Get rid of the negative influences in your life and surround yourself with positive influences in any way you can. Solve the issues that get in the way of creating, external and internal.
Tips: Keep it simple, make tools more accessible, avoid expensive things or things you don't need. Clear a space for creating only and take care of yourself. Don't blindly listen to every advice you get or take it as the cold hard truth (including mine).
Lastly if you want a jump-start on art, shoot me a note or pm.
There is a resource and stock photo gallery, with inspiration from all over the world. However, if you do not have the desire to improve, then you won't. And forcing yourself to draw, is not going help you improve. To improve you need to work on improving, that is not just doing whatever drawing you feel like for an hour a day, that is working actively on what you know you have problems with and trying to imrpove.

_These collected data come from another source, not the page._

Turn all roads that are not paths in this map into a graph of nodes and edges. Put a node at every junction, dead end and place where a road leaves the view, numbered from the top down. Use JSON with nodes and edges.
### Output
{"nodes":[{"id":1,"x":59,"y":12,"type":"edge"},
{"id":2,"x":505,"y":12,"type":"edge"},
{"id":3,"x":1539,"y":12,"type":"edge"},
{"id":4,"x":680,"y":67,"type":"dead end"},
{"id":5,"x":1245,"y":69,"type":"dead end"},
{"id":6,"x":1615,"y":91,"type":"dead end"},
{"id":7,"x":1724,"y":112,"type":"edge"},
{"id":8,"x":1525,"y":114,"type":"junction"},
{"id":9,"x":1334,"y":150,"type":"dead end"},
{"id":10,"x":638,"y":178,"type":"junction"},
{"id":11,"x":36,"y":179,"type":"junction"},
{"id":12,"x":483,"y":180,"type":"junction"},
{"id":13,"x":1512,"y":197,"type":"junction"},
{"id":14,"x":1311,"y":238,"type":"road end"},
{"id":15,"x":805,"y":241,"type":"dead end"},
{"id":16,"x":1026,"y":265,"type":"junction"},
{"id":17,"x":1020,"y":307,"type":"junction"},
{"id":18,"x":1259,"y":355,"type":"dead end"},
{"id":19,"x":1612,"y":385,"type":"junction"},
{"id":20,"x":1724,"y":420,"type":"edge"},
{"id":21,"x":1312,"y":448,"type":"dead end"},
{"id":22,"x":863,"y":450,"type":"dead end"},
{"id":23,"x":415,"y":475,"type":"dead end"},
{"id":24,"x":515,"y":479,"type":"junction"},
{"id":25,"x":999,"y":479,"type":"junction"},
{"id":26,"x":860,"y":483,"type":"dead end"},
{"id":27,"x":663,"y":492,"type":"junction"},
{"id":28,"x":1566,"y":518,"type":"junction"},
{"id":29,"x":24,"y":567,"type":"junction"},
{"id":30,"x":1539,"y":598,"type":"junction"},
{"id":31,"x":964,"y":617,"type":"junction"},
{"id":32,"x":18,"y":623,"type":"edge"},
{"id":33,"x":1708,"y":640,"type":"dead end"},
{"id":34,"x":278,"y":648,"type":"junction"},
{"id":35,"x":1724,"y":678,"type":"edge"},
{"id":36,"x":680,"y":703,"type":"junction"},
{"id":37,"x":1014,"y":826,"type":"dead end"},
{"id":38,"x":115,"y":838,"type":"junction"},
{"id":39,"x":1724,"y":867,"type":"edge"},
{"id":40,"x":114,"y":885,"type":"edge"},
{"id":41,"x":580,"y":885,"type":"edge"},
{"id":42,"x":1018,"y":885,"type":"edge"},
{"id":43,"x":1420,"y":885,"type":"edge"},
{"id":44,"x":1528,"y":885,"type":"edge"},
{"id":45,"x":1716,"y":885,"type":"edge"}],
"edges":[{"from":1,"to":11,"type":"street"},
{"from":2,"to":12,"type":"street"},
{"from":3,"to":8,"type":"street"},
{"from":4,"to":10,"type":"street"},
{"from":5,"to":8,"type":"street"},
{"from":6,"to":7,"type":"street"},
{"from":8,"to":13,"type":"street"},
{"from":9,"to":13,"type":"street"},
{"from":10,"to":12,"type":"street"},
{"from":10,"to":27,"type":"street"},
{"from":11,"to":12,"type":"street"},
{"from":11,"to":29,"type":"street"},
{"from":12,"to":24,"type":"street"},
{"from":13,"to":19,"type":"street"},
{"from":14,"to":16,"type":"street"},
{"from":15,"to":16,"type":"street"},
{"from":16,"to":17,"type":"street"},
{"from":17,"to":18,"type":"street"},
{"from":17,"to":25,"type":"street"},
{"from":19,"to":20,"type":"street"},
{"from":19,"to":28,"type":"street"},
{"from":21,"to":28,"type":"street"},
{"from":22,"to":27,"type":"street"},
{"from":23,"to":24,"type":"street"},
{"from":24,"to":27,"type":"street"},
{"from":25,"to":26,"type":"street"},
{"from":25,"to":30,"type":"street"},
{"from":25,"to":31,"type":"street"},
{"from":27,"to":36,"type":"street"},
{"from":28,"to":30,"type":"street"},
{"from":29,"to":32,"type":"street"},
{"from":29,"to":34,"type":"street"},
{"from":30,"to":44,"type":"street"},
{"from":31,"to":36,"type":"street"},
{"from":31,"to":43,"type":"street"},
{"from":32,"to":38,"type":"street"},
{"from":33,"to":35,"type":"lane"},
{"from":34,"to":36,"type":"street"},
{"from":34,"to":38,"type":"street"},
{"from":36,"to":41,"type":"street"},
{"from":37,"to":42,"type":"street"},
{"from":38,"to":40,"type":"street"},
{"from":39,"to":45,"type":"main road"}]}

If you have a problem drawing hands, this means drawing hands, but you have to have the motivation to improve, and if you are unwilling to draw thru the poor quality stuff, look at it, review it, and see how you could improve it, an hour of just doodling what you like will reduce improvement to such a snails pace that it will be barely noticeable.
I'm actually working on something in this realm this year. I make youtube videos and I'm going to be doing anatomy studies this year. In order to keep motivation I'll be doing videos for each study. So my suggestion to you is to find a way to make the work unique. Do it for a friend, do it for a journal experience, something that you can keep a record of and use as a reason to do the practice. If you have a self made deadline you can be more motivated to get stuff done.